Women's Work-Family Conflict and Gender Roles in Same- and Opposite-sex Partnerships
This project, spearheaded by undergraduate research assistant Jacob Hawkins and fulfilling the requirements for his Honors Thesis and Provost Fellowship, focuses on work-family and family-work conflict, gender roles, and other issues relating to work and family life as they may be relevant for women in same- and opposite-sex domestic partnerships.
Despite increasing access to the professional sphere, working women are still assuming the majority of domestic responsibility within their relationships (Coltrane, 2000).

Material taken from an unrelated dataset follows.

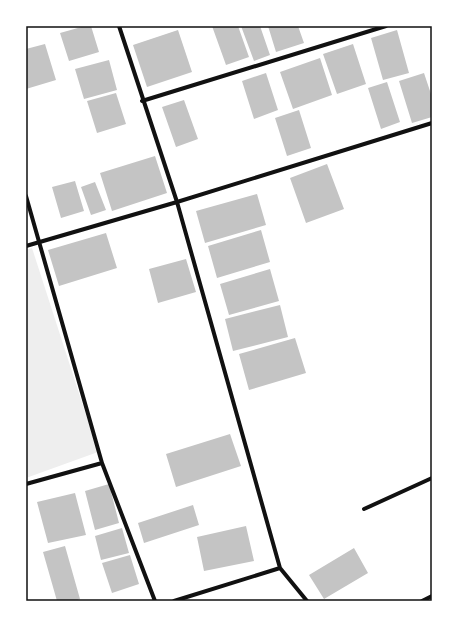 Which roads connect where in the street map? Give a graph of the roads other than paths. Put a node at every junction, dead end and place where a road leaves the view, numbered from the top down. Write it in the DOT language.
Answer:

And as working women juggle the responsibilities of both work and family life, research suggests they are at a greater risk of work-family conflict than their male counterparts (Rogers & Amato, 2000). However, research on this subject has largely adopted a heteronormative lens, thus, we know relatively little about role conflict as it is experienced by women in same-sex relationships, if at all.
Seeking to correct this lack of research, the present study aims to compare working women in same-sex and opposite-sex dyads on levels of work-family conflict, relationships satisfaction, and delineation of professional and domestic labor with their partners given prior studies suggesting gay women enjoy greater equity and gender-role freedom within their relationships than their heterosexual counterparts (Bell & Weinburg, 1978; Kurdek, 1993; Perlesz et al., 2010).
Based on a review of the role-conflict and relationship functioning literature, we have developed the Work-Life Balance Survey to assess the above measures. Currently, we are preparing this questionnaire for circulation.